The White House official said Obama’s economic team considered the concern that proprietary trading was not at the heart of the problems that fueled the financial crisis.  But it concluded that reform needed to be about more than just fighting the last war, it needed to address sources of future risk as well, the official said.

That certainly leaves the impression that the White House plan has a lot more to do with long-term ideological goals than in fixing what actually went wrong.

Read through the entire debate, because both sides make good points.  To the extent that we allowed financial institutions to reach the point where one or two failures could crash the whole system, some reform may be in order.  But we should be focusing on fixing what was broken, not on a wish list of government interventions left over from the early 1980s, either.  We can start by removing the moral hazard that the bailouts created, ie, make it clear that we aren’t bailing out banks or corporations in the future and ending the TARP programs immediately.

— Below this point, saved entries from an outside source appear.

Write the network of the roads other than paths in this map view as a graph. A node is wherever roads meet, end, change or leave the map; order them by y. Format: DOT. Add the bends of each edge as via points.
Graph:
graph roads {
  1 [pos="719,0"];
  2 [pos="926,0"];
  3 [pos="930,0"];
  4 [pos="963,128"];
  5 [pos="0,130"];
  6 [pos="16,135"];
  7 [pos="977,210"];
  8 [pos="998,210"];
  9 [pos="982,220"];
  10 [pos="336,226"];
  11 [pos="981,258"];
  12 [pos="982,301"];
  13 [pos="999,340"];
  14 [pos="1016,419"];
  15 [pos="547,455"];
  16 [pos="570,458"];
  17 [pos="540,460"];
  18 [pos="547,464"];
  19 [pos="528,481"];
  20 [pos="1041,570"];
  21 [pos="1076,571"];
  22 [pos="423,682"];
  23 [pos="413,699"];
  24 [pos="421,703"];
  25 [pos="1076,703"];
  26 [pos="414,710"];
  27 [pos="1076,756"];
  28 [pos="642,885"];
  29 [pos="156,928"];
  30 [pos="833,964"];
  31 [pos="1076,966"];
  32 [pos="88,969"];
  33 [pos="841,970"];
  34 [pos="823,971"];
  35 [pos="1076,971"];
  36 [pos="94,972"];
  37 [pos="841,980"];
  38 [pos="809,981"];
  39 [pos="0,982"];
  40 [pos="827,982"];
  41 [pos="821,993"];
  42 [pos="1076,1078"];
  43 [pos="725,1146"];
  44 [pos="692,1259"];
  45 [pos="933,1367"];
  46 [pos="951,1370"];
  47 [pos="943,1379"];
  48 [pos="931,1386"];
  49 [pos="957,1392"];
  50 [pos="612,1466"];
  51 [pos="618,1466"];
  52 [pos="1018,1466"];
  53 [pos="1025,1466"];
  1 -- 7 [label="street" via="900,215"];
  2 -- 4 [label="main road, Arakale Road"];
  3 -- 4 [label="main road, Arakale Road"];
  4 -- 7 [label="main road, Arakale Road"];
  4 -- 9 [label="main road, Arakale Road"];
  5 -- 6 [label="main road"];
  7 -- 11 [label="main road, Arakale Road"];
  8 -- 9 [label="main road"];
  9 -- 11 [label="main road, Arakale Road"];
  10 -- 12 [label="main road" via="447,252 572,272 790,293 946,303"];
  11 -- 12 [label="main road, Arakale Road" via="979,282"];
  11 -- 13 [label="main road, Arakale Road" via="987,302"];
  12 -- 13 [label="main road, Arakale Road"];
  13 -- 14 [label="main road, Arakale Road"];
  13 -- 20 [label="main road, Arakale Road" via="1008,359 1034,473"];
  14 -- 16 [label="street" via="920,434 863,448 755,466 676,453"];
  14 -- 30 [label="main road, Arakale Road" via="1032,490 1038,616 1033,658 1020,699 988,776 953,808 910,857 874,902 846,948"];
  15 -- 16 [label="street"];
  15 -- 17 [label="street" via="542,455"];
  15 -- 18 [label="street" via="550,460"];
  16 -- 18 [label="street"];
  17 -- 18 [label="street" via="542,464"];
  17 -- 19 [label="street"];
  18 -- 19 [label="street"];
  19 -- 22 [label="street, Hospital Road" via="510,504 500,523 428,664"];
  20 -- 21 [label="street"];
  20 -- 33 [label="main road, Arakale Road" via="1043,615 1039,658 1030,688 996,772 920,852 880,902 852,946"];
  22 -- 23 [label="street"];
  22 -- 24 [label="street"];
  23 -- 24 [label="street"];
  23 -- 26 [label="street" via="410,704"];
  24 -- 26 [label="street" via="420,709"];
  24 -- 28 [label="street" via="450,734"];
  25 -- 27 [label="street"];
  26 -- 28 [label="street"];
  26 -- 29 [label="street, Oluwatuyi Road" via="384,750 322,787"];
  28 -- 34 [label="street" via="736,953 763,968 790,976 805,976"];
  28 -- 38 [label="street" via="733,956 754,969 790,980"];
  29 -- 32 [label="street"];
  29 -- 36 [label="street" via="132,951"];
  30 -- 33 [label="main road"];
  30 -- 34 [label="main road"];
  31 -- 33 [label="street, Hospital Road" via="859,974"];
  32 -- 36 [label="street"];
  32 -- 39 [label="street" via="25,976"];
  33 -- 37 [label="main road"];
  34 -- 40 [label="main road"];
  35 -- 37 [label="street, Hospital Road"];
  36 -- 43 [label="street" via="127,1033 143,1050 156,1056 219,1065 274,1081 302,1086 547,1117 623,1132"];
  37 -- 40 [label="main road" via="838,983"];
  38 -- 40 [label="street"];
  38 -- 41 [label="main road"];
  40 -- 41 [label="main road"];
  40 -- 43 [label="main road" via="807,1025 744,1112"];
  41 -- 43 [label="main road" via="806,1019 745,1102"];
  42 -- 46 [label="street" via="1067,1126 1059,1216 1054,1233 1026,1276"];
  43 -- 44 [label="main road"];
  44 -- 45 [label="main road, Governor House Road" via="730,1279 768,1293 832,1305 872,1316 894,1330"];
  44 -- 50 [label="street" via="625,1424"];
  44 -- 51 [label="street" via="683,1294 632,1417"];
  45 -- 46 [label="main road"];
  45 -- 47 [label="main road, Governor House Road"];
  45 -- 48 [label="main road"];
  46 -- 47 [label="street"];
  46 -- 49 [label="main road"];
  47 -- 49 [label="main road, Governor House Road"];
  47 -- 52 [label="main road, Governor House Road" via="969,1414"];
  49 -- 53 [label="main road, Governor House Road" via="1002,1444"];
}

But if we really want to keep the financial sector healthy, Congress has to quit conducting social engineering by warping the market with artificial incentives, especially in lending and securities.  None of this would have happened had Fannie Mae and Freddie Mac not started a housing bubble by buying and then securitizing trillions in bad debt, pushed by Congress to entice lenders to make risky loans, and then not paying attention to the secondary derivative markets that created.  Legislation that bars the government from the lending markets in any other role than normal regulation would go a long way towards building investor confidence and economic strength.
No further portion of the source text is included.